One way to reduce the amount of aluminum getting into food from aluminum foodware is to coat the aluminum. Anodized aluminum is coated with aluminum oxide to a greater depth than is the case for untreated aluminum objects. (Aluminum that has been exposed to air is always coated with a thin layer of oxide; the oxide is much harder and more stable than the aluminum, and passivates the surface to some extent.) Anodized aluminum is much harder on the surface than untreated, air-oxidized aluminum surfaces because the oxide layer is thicker. Anodized aluminum is also far more resistant to leaching of aluminum ions by food acids than untreated, air-oxidized aluminum foodware. The anodized aluminum surface is not good for release of food during cooking, though; oil must generally be used to prevent foods from sticking.
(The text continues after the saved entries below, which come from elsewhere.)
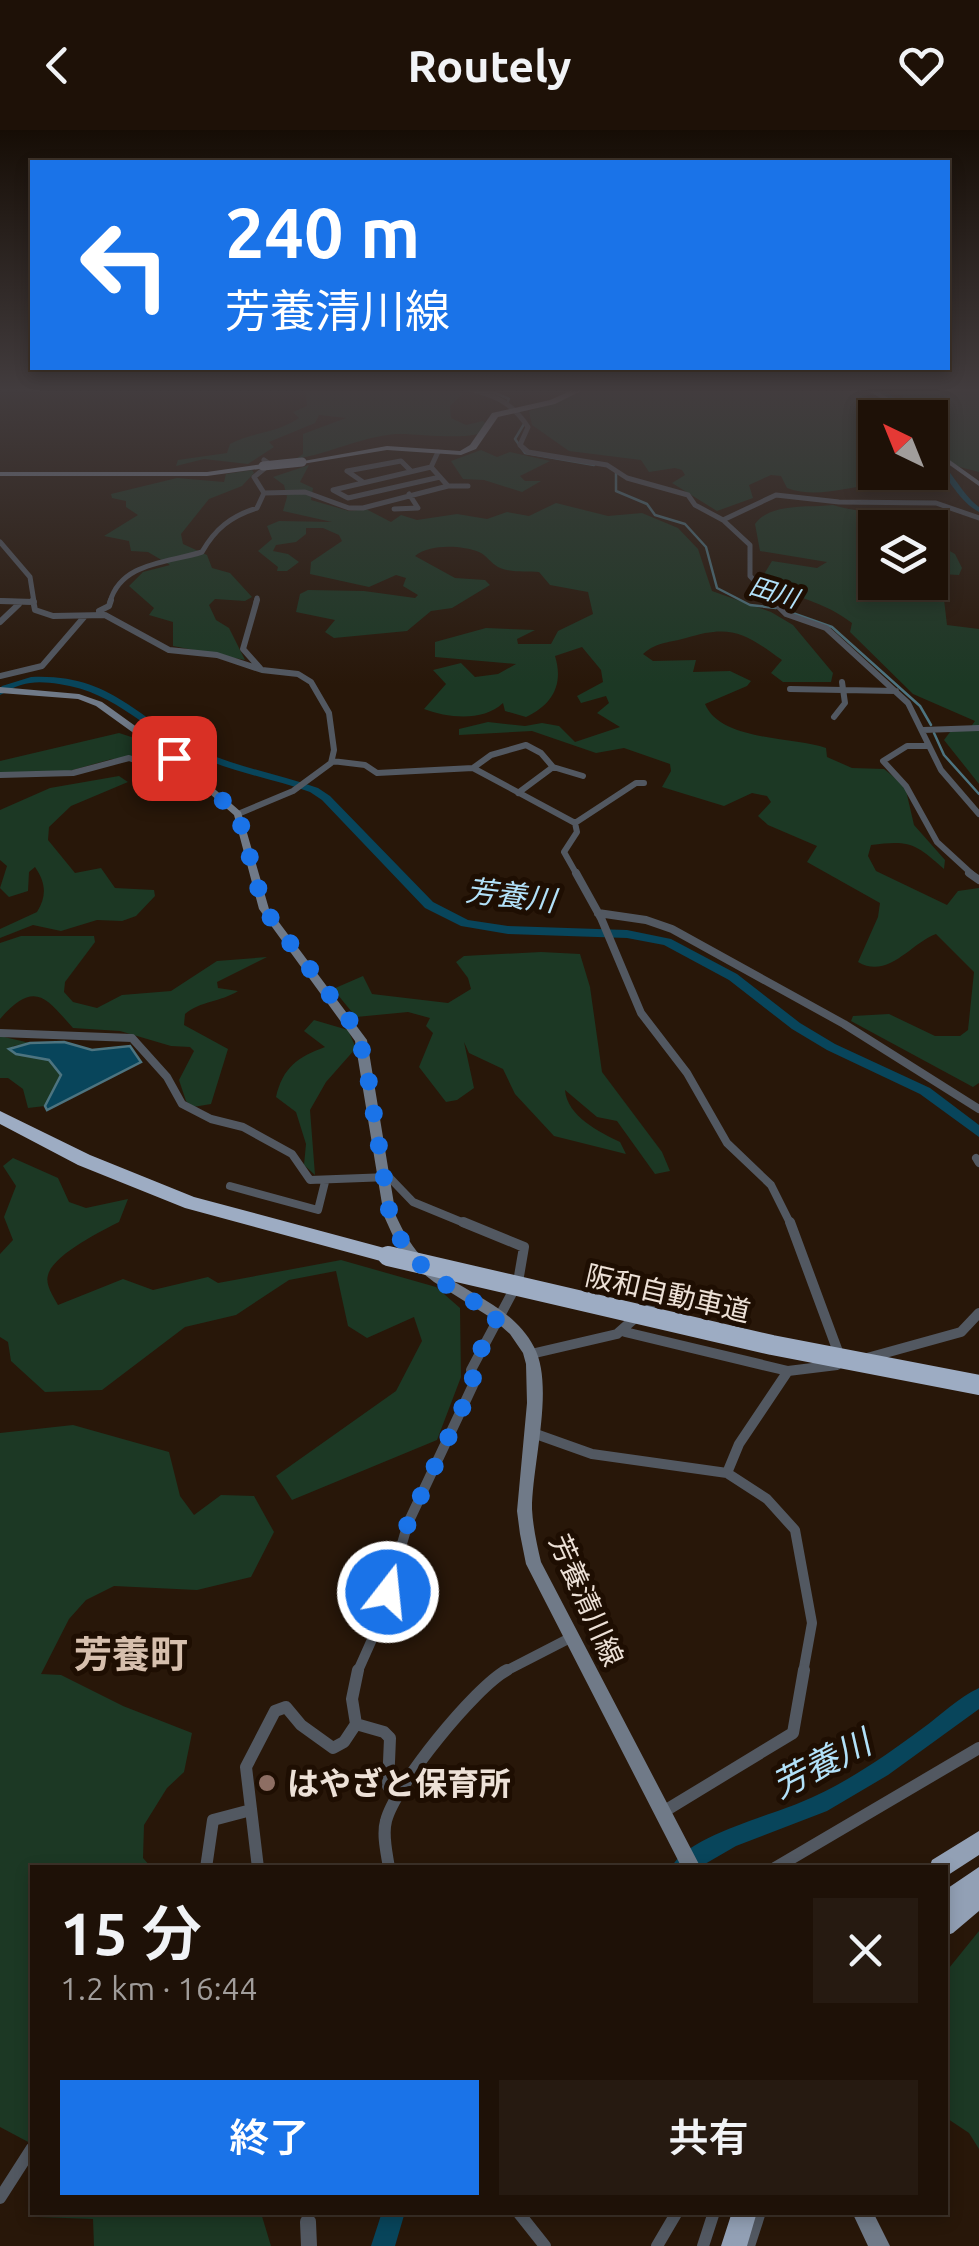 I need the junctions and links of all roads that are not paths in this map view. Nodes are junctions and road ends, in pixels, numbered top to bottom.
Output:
1 (260, 487) edge
2 (345, 487) edge
3 (370, 487) edge
4 (395, 487) edge
5 (444, 487) edge
6 (658, 487) edge
7 (376, 491) junction
8 (264, 493) junction
9 (409, 494) junction
10 (389, 500) junction
11 (394, 510) dead end
12 (979, 518) edge
13 (723, 520) junction
14 (0, 542) edge
15 (256, 598) dead end
16 (0, 601) edge
17 (34, 602) junction
18 (18, 604) junction
19 (84, 616) junction
20 (0, 622) edge
21 (262, 670) junction
22 (0, 676) edge
23 (844, 686) junction
24 (790, 689) dead end
25 (0, 690) edge
26 (896, 691) junction
27 (834, 717) dead end
28 (979, 728) edge
29 (923, 730) junction
30 (535, 736) dead end
31 (204, 738) dead end
32 (526, 745) junction
33 (928, 746) junction
34 (176, 756) junction
35 (332, 761) junction
36 (472, 768) junction
37 (553, 768) junction
38 (0, 775) edge
39 (583, 776) dead end
40 (644, 782) dead end
41 (518, 793) junction
42 (238, 814) junction
43 (979, 814) edge
44 (575, 823) junction
45 (979, 880) edge
46 (599, 915) junction
47 (0, 1033) edge
48 (0, 1105) edge
49 (979, 1110) edge
50 (0, 1116) edge
51 (384, 1179) junction
52 (325, 1182) junction
53 (230, 1186) dead end
54 (348, 1244) junction
55 (652, 1303) dead end
56 (979, 1314) edge
57 (498, 1315) junction
58 (625, 1332) junction
59 (886, 1353) junction
60 (531, 1354) junction
61 (843, 1364) junction
62 (788, 1371) junction
63 (979, 1377) edge
64 (979, 1386) edge
65 (531, 1431) junction
66 (727, 1473) junction
67 (570, 1638) junction
68 (356, 1724) junction
69 (979, 1748) edge
70 (395, 1794) junction
71 (252, 1810) junction
72 (666, 1817) junction
73 (979, 1842) edge
74 (206, 1865) edge
75 (258, 1865) edge
76 (390, 1865) edge
77 (690, 1865) edge
78 (779, 1865) edge
79 (944, 1865) edge
80 (979, 1878) edge
81 (979, 1897) edge
82 (948, 1901) edge
83 (948, 1922) edge
84 (30, 2151) edge
85 (0, 2198) edge
86 (520, 2215) edge
87 (674, 2215) edge
88 (713, 2215) edge
89 (744, 2215) edge
90 (759, 2215) edge
91 (863, 2215) edge
92 (308, 2216) edge
93 (309, 2246) edge
94 (545, 2246) edge
95 (657, 2246) edge
96 (703, 2246) edge
97 (734, 2246) edge
98 (749, 2246) edge
99 (878, 2246) edge

1 - 8 street
2 - 7 street
3 - 7 street
4 - 7 street
5 - 9 street
6 - 13 street
7 - 10 street
8 - 10 street
8 - 19 street
9 - 10 street
9 - 11 street
12 - 13 street
13 - 26 street
14 - 17 street
15 - 21 street
16 - 18 street
17 - 18 street
17 - 19 street
18 - 20 street
19 - 21 street
19 - 22 street
21 - 35 street
23 - 24 street
23 - 26 street
23 - 27 street
25 - 34 main road
26 - 29 street
28 - 29 street
29 - 33 street
30 - 32 street
31 - 34 street
32 - 36 street
32 - 37 street
33 - 43 street
33 - 45 street
34 - 38 street
34 - 42 main road
35 - 36 street
35 - 42 street
36 - 41 street
37 - 39 street
37 - 41 street
40 - 44 street
41 - 44 street
42 - 51 main road
44 - 46 street
46 - 49 street
46 - 61 street
47 - 52 street
48 - 54 highway, 阪和自動車道
50 - 54 highway, 阪和自動車道
51 - 52 street
51 - 57 main road
51 - 57 street
52 - 53 street
54 - 64 highway, 阪和自動車道, bridge
55 - 58 street
56 - 59 street
57 - 60 main road
57 - 68 street
58 - 60 street
58 - 62 street
59 - 61 street
59 - 63 street
60 - 65 main road, 芳養清川線
61 - 62 street
62 - 66 street
65 - 66 street
65 - 67 main road, 芳養清川線
66 - 72 street
67 - 70 street
67 - 72 main road, 芳養清川線
68 - 70 street
68 - 71 street
69 - 78 street
70 - 76 street
71 - 74 street
71 - 75 street
72 - 77 main road, 芳養清川線
73 - 79 highway
80 - 82 highway
81 - 83 highway
84 - 85 street
86 - 94 street
87 - 95 street
88 - 96 street
89 - 97 highway
90 - 98 street
91 - 99 main road
92 - 93 street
Anodized aluminum foodware surfaces always contain microcracks, due in part to the difference of thermal expansion rate of aluminum versus aluminum oxide, which leads to thermomechanical stress as the foodware (especially cookware) temperature is changed. These cracks are sites for corrosion, and leach aluminum into food. These cracks can also grow, and yet remain undetectable to the naked eye, so that anodized aluminum foodware can leach more aluminum as it ages.
Anodized aluminum is not dishwasher safe. Typical automatic dishwasher detergents, dispersants, and wetting agents discolor and/or corrode anodized surfaces. Anodized aluminum foodware also can be discolored if oily drips get cooked onto the surface and then get hot enough to be carbonized. Such stains are difficult to remove without changing the appearance of the foodware in the region where the oil drip has been cooked onto the foodware, because the carbonized oil stain must be abraded off.
Another way that aluminum foodware can be modified to prevent leaching of aluminum ions into food is via thermal spraying (flame spray, plasma spray, or high velocity oxidizing flame, known commonly as HVOF spray) the inside of the foodware. In thermal spray methods, a hot gas or plasma is used to melt (or partially melt) a stream of solid particles, which are impinged against a relatively cold metal surface (in this case the aluminum substrate foodware) at a sufficient velocity to adhere to the surface. (The impinging molten particles from the plasma spray also cause localized melting of the aluminum surface, which can improve adhesion.)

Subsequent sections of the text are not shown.